The best decision I made in the last two-or-so weeks was installing MoinMoin Desktop Edition, which is a small wiki engine. The package is just about 3MB and after unpacking runs a very small webserver that gives you access to your very own personal wiki on localhost.
The awesomeness of having a desktop wiki cannot be overstated: the mess of text files that used to be my braindump is now a tidy, searchable MoinMoin-style wiki. Linking and categorizing is really nice too.
I've been managing an installation of Mediawiki at work, getting ready to maybe use it as a corporate wiki. After playing around with MoinMoin, though, I'm rather sure that I will be scrapping that and putting a MoinMoin in its place.
  • MoinMoin markup seems a lot easier to me. Especially linking is more fun. You are encouraged to name pages in MoinMoin in CamelCase, and words like that are automatically converted into links. At first this is slightly strange, but after you get used to it, it's actually really sweet. If that ain't your thing you can link pages with "normal" markup, too, of course. Also, tables are easier to make.
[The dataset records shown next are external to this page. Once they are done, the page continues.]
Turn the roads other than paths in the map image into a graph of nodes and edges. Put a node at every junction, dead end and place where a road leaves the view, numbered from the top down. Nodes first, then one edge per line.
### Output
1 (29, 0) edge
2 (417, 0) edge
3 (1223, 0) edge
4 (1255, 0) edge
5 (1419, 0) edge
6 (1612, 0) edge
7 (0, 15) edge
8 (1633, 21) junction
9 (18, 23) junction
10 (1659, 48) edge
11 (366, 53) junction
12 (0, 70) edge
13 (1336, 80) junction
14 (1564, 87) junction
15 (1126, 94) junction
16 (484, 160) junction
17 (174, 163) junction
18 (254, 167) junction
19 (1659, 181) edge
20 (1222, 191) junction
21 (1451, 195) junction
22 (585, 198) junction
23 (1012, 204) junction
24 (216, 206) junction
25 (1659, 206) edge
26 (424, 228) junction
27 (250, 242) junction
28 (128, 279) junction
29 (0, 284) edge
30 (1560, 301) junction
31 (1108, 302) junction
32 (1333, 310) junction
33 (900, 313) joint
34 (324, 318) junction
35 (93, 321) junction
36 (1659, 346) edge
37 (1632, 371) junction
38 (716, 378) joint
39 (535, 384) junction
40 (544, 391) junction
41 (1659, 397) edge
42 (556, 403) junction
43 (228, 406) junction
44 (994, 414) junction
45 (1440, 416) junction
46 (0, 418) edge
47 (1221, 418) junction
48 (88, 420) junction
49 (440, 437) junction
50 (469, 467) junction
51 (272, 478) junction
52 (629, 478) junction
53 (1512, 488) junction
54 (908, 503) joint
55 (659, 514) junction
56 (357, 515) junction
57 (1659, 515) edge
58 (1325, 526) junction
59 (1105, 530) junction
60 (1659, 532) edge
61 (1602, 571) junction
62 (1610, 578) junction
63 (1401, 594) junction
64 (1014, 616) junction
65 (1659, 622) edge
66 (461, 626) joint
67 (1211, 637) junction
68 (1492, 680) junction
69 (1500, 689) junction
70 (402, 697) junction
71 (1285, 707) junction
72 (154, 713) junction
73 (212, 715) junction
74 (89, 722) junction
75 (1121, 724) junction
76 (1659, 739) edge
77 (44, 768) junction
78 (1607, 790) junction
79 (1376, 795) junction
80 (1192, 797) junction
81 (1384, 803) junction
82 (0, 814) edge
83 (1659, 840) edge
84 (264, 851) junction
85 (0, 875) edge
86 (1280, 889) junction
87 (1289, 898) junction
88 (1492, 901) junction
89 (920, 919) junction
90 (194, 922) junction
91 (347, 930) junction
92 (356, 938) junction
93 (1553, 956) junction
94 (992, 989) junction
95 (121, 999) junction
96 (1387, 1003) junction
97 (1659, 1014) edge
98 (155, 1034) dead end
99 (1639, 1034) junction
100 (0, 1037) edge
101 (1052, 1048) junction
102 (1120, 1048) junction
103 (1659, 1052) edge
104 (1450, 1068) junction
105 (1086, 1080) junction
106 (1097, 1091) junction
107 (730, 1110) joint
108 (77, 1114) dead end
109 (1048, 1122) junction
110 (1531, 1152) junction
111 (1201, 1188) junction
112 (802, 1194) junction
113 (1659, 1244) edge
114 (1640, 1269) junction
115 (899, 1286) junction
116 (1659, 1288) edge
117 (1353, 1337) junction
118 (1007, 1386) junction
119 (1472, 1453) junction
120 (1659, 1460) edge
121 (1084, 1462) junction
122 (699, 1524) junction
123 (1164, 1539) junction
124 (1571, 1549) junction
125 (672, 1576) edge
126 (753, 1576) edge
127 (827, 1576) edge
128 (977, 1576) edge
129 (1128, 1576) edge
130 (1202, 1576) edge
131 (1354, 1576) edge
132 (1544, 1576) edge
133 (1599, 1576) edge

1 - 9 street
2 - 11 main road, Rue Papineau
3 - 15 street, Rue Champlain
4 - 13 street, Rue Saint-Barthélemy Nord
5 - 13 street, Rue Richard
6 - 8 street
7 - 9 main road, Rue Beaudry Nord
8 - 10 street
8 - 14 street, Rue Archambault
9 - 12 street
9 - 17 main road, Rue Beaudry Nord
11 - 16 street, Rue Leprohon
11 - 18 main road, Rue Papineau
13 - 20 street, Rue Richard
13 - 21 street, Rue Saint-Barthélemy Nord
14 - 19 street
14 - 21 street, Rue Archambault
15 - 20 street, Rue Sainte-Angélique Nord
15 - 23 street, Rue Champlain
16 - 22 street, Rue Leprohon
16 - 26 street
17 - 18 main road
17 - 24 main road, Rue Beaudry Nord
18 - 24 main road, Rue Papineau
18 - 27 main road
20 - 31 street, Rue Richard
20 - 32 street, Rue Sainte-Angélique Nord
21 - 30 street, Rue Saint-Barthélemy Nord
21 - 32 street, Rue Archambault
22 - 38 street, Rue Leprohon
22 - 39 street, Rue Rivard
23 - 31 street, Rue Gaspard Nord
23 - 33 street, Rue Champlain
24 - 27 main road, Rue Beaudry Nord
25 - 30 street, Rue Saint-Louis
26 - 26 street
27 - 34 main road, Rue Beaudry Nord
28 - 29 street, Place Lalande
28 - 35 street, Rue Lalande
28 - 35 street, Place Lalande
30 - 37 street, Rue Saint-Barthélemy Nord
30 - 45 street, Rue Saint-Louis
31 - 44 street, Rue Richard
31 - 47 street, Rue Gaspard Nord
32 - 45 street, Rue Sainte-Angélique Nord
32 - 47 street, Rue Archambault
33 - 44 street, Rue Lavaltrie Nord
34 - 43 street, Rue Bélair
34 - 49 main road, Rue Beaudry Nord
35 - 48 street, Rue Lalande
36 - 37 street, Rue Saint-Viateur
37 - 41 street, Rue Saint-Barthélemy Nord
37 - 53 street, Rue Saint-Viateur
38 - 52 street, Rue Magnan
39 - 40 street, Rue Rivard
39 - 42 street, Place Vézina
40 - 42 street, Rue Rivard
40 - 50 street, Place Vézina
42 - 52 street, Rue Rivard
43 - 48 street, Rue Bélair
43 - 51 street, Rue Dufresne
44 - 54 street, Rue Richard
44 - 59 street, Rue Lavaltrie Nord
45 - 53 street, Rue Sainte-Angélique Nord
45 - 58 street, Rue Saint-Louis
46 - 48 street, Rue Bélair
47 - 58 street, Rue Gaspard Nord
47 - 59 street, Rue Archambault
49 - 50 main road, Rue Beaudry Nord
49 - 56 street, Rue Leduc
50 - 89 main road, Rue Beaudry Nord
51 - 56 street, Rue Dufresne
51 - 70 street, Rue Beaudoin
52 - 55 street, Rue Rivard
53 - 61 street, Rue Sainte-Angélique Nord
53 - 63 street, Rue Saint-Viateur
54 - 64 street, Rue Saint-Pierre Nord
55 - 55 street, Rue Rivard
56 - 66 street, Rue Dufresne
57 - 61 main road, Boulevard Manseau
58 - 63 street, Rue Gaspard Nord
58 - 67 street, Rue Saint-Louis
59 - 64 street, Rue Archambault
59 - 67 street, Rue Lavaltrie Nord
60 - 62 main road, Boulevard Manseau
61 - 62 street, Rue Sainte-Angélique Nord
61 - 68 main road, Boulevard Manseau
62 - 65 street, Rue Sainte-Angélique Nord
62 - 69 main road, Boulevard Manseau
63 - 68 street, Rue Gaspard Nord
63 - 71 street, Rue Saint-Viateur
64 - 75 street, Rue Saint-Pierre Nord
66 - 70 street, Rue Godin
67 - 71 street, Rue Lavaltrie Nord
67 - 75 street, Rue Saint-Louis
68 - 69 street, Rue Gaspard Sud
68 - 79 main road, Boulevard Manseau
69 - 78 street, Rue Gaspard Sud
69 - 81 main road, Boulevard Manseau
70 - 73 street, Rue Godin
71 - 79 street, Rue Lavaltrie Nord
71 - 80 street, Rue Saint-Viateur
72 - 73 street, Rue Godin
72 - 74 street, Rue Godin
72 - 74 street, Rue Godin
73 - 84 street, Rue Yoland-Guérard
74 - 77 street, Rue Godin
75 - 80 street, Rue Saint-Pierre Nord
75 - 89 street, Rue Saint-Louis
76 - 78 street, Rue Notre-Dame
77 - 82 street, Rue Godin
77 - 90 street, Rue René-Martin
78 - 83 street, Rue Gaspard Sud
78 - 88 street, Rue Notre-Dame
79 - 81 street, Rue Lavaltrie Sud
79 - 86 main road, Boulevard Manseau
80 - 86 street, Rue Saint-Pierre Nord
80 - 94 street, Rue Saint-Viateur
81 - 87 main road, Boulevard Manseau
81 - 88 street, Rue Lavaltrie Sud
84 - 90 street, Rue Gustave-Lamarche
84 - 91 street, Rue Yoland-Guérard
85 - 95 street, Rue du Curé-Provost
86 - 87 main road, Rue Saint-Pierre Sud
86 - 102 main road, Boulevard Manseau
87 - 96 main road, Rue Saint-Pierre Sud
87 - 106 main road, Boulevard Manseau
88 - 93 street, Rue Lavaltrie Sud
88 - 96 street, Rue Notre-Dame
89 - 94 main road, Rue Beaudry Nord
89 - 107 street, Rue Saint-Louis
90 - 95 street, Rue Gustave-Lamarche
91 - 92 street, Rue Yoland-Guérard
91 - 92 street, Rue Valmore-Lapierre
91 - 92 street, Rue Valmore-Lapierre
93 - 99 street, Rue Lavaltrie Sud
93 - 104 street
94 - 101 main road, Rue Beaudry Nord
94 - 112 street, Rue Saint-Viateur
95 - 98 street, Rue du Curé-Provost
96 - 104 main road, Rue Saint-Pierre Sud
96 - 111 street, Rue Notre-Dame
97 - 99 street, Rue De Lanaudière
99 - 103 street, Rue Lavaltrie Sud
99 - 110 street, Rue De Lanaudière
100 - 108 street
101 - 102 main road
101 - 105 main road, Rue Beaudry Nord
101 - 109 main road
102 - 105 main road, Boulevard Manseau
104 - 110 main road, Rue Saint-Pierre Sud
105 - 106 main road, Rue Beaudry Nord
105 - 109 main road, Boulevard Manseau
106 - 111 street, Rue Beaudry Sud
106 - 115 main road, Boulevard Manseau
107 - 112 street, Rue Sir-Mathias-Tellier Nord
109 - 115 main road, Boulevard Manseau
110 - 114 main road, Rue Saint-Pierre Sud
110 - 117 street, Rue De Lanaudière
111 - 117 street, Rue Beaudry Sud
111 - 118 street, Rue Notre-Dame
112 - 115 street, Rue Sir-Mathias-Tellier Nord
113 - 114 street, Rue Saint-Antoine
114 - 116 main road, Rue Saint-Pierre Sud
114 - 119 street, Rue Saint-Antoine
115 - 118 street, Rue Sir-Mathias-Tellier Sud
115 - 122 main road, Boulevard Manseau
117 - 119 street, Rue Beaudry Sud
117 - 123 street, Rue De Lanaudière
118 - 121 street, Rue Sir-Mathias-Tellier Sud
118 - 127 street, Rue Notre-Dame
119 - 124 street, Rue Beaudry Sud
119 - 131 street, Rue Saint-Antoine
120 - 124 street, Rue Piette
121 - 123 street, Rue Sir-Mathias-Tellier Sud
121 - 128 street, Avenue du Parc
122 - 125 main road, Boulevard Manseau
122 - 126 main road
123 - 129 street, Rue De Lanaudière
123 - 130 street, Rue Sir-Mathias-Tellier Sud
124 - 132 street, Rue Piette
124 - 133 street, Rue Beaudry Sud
  • MoinMoin has a wysiwyg editor built in, ajax style. One of the problems I would have had with introducing MediaWiki at work would have been the markup: my coworkers are not very technical, and it would have been hard to get them to swallow something as abstract as a markup language. The builtin wysiwyg thing in MoinMoin crosses that bridge for me.

  • It's Python! While that doesn't actually mean anything to most people, I'm a fool for anything written in Python.

  • Apparently, MoinMoin has full support for nicely grainy access control; I hadn't been able to get that kind of thing working under mediawiki, although maybe I didn't look hard enough (I looked reasonably hard).